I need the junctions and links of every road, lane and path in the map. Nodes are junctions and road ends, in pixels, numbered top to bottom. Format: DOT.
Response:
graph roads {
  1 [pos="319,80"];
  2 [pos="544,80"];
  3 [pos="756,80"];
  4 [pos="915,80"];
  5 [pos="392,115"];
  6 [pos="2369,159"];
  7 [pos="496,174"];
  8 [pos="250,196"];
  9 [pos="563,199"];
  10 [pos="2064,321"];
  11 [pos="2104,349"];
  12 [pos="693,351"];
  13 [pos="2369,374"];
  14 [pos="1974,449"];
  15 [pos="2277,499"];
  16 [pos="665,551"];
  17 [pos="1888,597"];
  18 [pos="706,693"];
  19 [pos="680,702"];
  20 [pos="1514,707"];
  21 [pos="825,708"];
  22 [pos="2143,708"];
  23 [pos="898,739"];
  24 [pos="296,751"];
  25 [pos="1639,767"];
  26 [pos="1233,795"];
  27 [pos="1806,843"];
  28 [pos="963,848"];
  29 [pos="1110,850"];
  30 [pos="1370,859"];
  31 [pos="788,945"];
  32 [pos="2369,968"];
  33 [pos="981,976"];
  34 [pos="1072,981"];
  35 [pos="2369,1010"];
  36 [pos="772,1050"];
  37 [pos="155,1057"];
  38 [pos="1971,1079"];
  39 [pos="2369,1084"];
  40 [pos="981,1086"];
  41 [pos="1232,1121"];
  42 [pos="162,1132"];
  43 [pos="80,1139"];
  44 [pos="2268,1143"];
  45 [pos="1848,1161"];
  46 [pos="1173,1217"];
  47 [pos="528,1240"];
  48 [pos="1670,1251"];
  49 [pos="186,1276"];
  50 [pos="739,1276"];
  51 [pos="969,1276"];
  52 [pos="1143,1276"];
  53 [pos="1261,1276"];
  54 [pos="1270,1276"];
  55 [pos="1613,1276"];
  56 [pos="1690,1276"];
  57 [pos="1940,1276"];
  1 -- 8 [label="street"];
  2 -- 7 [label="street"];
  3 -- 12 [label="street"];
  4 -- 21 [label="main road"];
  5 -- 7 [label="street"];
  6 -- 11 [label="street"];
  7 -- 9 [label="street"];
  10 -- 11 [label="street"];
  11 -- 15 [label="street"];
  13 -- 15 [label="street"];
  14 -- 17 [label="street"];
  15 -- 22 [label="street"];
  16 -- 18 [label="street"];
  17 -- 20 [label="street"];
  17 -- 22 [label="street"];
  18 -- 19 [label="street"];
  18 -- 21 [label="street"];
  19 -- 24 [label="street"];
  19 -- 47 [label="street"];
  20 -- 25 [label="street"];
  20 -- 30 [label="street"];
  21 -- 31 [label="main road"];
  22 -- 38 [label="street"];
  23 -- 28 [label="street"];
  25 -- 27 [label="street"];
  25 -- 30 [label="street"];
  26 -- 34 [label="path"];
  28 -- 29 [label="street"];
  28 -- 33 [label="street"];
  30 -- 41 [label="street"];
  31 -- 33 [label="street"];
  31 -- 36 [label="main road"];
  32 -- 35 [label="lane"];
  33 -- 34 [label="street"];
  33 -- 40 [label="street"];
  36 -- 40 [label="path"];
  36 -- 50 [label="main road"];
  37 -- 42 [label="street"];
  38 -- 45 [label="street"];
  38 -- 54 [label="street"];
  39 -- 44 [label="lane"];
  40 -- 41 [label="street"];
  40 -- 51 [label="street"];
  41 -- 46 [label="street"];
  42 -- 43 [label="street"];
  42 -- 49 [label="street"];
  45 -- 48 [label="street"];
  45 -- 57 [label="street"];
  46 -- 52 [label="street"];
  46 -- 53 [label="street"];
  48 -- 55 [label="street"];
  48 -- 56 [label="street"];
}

PROBLEM DETAILS – When you answer, repeat each entry exactly as it appears above.

SOLVED EXERCISE –
I need the junctions and links of every road, lane and path in the map. Nodes are junctions and road ends, in pixels, numbered top to bottom. Format: DOT.
Response:
graph roads {
  1 [pos="319,80"];
  2 [pos="544,80"];
  3 [pos="756,80"];
  4 [pos="915,80"];
  5 [pos="392,115"];
  6 [pos="2369,159"];
  7 [pos="496,174"];
  8 [pos="250,196"];
  9 [pos="563,199"];
  10 [pos="2064,321"];
  11 [pos="2104,349"];
  12 [pos="693,351"];
  13 [pos="2369,374"];
  14 [pos="1974,449"];
  15 [pos="2277,499"];
  16 [pos="665,551"];
  17 [pos="1888,597"];
  18 [pos="706,693"];
  19 [pos="680,702"];
  20 [pos="1514,707"];
  21 [pos="825,708"];
  22 [pos="2143,708"];
  23 [pos="898,739"];
  24 [pos="296,751"];
  25 [pos="1639,767"];
  26 [pos="1233,795"];
  27 [pos="1806,843"];
  28 [pos="963,848"];
  29 [pos="1110,850"];
  30 [pos="1370,859"];
  31 [pos="788,945"];
  32 [pos="2369,968"];
  33 [pos="981,976"];
  34 [pos="1072,981"];
  35 [pos="2369,1010"];
  36 [pos="772,1050"];
  37 [pos="155,1057"];
  38 [pos="1971,1079"];
  39 [pos="2369,1084"];
  40 [pos="981,1086"];
  41 [pos="1232,1121"];
  42 [pos="162,1132"];
  43 [pos="80,1139"];
  44 [pos="2268,1143"];
  45 [pos="1848,1161"];
  46 [pos="1173,1217"];
  47 [pos="528,1240"];
  48 [pos="1670,1251"];
  49 [pos="186,1276"];
  50 [pos="739,1276"];
  51 [pos="969,1276"];
  52 [pos="1143,1276"];
  53 [pos="1261,1276"];
  54 [pos="1270,1276"];
  55 [pos="1613,1276"];
  56 [pos="1690,1276"];
  57 [pos="1940,1276"];
  1 -- 8 [label="street"];
  2 -- 7 [label="street"];
  3 -- 12 [label="street"];
  4 -- 21 [label="main road"];
  5 -- 7 [label="street"];
  6 -- 11 [label="street"];
  7 -- 9 [label="street"];
  10 -- 11 [label="street"];
  11 -- 15 [label="street"];
  13 -- 15 [label="street"];
  14 -- 17 [label="street"];
  15 -- 22 [label="street"];
  16 -- 18 [label="street"];
  17 -- 20 [label="street"];
  17 -- 22 [label="street"];
  18 -- 19 [label="street"];
  18 -- 21 [label="street"];
  19 -- 24 [label="street"];
  19 -- 47 [label="street"];
  20 -- 25 [label="street"];
  20 -- 30 [label="street"];
  21 -- 31 [label="main road"];
  22 -- 38 [label="street"];
  23 -- 28 [label="street"];
  25 -- 27 [label="street"];
  25 -- 30 [label="street"];
  26 -- 34 [label="path"];
  28 -- 29 [label="street"];
  28 -- 33 [label="street"];
  30 -- 41 [label="street"];
  31 -- 33 [label="street"];
  31 -- 36 [label="main road"];
  32 -- 35 [label="lane"];
  33 -- 34 [label="street"];
  33 -- 40 [label="street"];
  36 -- 40 [label="path"];
  36 -- 50 [label="main road"];
  37 -- 42 [label="street"];
  38 -- 45 [label="street"];
  38 -- 54 [label="street"];
  39 -- 44 [label="lane"];
  40 -- 41 [label="street"];
  40 -- 51 [label="street"];
  41 -- 46 [label="street"];
  42 -- 43 [label="street"];
  42 -- 49 [label="street"];
  45 -- 48 [label="street"];
  45 -- 57 [label="street"];
  46 -- 52 [label="street"];
  46 -- 53 [label="street"];
  48 -- 55 [label="street"];
  48 -- 56 [label="street"];
}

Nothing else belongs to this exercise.